穿过台中市亲切温馨的街巷,车子驶到太平市一个叫坪林的地方。莽翠的山脚下,隐约可见一座不大的佛刹,这就是慈光寺,也是慈光禅学研究所的驻地。
「山不在高,有仙则灵」。在台湾,像慈光寺这样规模的道场可能不胜其数。然而,就是这家仅有一座两层佛殿、住众20余人的佛寺,在惠空法师的领导下,自1998年以来,连续举办了三届「两岸禅学研讨会」,在大陆与台湾的佛教界和佛教学术界产生了积极的影响。
2001年10月27日至28日,一个完整的周末假日,「圆顿与次第——第三届两岸禅学研讨会」假台湾大学国际会议中心举行。笔者十分荣幸地参加了此次会议。这也是笔者初次来台,感想良多。
这次会议给我留下的第一印象,是会议主题的重要性。在会上,「圆顿与次第」被称之为一个时代性的课题。其原因在于,中国佛教似乎对于圆顿具有强烈的自信,以至造成对修行次第的漠视。有清以降,佛教给人的突出印象就是经忏,严格有序的修行泯没难见,佛教在民间的声誉也不高。廿世纪人间佛教的理论和实践在佛教社会化方面功不可没,但又有修行「泛生活化」的倾向,似乎现代佛教已经不需要专门的修行。会上,僧俗两界的大德对此予以了深刻的反思,并从各个宗派、各个层面说明佛教有丰富的修行思想,次第与圆顿相即不二。当代佛教的健康发展必须重视实修实证,这是佛教徒解脱的基础。
会议给我的第二个深刻印象,是青年僧人的佛教素养。辩才无碍的两岸学僧、风华正茂的佛学院学生,使我突然意识到,僧宝在现代佛教中的作用,很可能并不像有些人想象的那样会降低,反而可能与日增隆。会后对圆光佛学院的参访,使我进一步感觉,廿一世纪中国佛教学术的重镇,很可能是在僧人一边。一方面出家人学修一体,另一方面他们有专心致志、心无旁骛的条件,这都是在家佛教学者更难做到的。像近几十年来大陆佛教学术界成果占优的局面,在新的世纪很可能会有所改变。
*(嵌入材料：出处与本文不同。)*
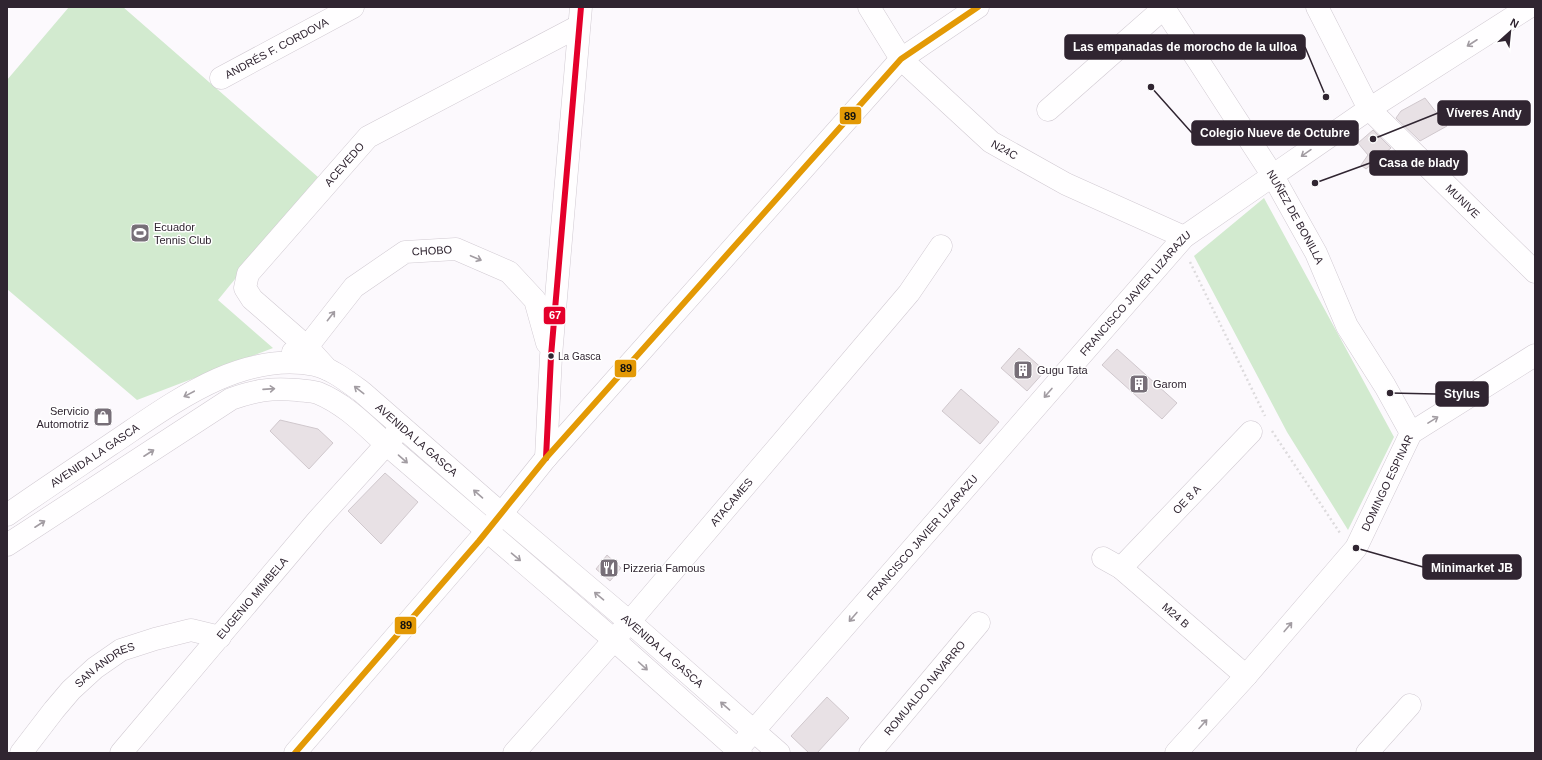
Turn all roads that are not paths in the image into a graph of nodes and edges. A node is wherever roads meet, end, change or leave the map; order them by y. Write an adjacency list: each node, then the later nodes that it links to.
1 (353, 7): 9 (street, ANDRÉS F. CORDOVA)
2 (869, 7): 8 (street, N24C)
3 (978, 7): 8 (street)
4 (1317, 7): 10 (street, MUNIVE)
5 (1529, 7): 10 (street, FRANCISCO JAVIER LIZARAZU, one-way to 10)
6 (1165, 8): 11 (street); 12 (street, NUÑEZ DE BONILLA)
7 (580, 16): 16 (street, ACEVEDO); 18 (street)
8 (901, 59): 14 (street, N24C); 25 (street)
9 (221, 78)
10 (1369, 109): 12 (street, FRANCISCO JAVIER LIZARAZU, one-way to 12); 15 (street, MUNIVE)
11 (1048, 110)
12 (1273, 176): 14 (street, FRANCISCO JAVIER LIZARAZU); 23 (street, NUÑEZ DE BONILLA)
13 (941, 246): 31 (street, ATACAMES)
14 (1186, 246): 37 (street, FRANCISCO JAVIER LIZARAZU, one-way to 37)
15 (1535, 272)
16 (307, 347): 18 (street, CHOBO, one-way to 18); 19 (street); 20 (street, ACEVEDO)
17 (1535, 355): 23 (street, DOMINGO ESPINAR, one-way to 17)
18 (551, 356): 25 (street)
19 (250, 368): 20 (street, AVENIDA LA GASCA); 27 (street, AVENIDA LA GASCA, one-way to 27)
20 (327, 369): 22 (street, AVENIDA LA GASCA, one-way to 20)
21 (1262, 425): 30 (street, OE 8 A)
22 (401, 428): 24 (street, EUGENIO MIMBELA); 26 (street, AVENIDA LA GASCA, one-way to 22)
23 (1412, 433): 35 (street, DOMINGO ESPINAR, one-way to 23)
24 (386, 444): 28 (street, AVENIDA LA GASCA, one-way to 28); 29 (street, AVENIDA LA GASCA, one-way to 24); 33 (street, EUGENIO MIMBELA)
25 (546, 458): 26 (street)
26 (501, 514): 28 (street); 31 (street, AVENIDA LA GASCA, one-way to 26)
27 (7, 515)
28 (486, 532): 34 (street, AVENIDA LA GASCA, one-way to 34); 41 (street)
29 (7, 545)
30 (1112, 563): 35 (street, M24 B)
31 (629, 621): 34 (street, ATACAMES); 37 (street, AVENIDA LA GASCA, one-way to 31)
32 (979, 623): 44 (street, ROMUALDO NAVARRO)
33 (220, 637): 39 (street, SAN ANDRES); 40 (street, EUGENIO MIMBELA)
34 (614, 640): 38 (street, AVENIDA LA GASCA, one-way to 38); 42 (street, ATACAMES)
35 (1246, 676): 45 (street, DOMINGO ESPINAR, one-way to 35)
36 (1410, 705): 46 (street)
37 (754, 731): 38 (street, FRANCISCO JAVIER LIZARAZU); 43 (street, AVENIDA LA GASCA)
38 (737, 752)
39 (21, 753)
40 (121, 753)
41 (295, 753)
42 (514, 753)
43 (779, 753)
44 (870, 753)
45 (1176, 753)
46 (1367, 753)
就个人而言,作为一位在家佛教学者,就必须有自己的研究特色。
一个学术会议,听众居然有500位以上,这是令我欢喜赞叹的又一方面。许多年迈的长者都很认真的听讲、并热烈的争论,使我感动。特别是很多长者与大陆僧人和学者说亲论故,使笔者心中充满温暖的乡情。在诸种社会元素当中,佛教的包容性和超越性是显而易见的,佛教完全有可能在新的世纪为世界和平及大众的幸福发挥更大作用。
会后对圆光佛学院、慈济功德会、佛光山、中台禅寺、灵鹫山以及慈光寺等地的朝拜,使我深切地体会到,通过50年来人间佛教的建设,宝岛台湾不仅使佛教与中国社会的融合达到了新的高度,也在许多方面提升了整个中国文化的质量。
见贤思齐,努力精进。这是回大陆以后我在心中常常默念的句子。祝福惠空法师和他领导的研究所新年进步。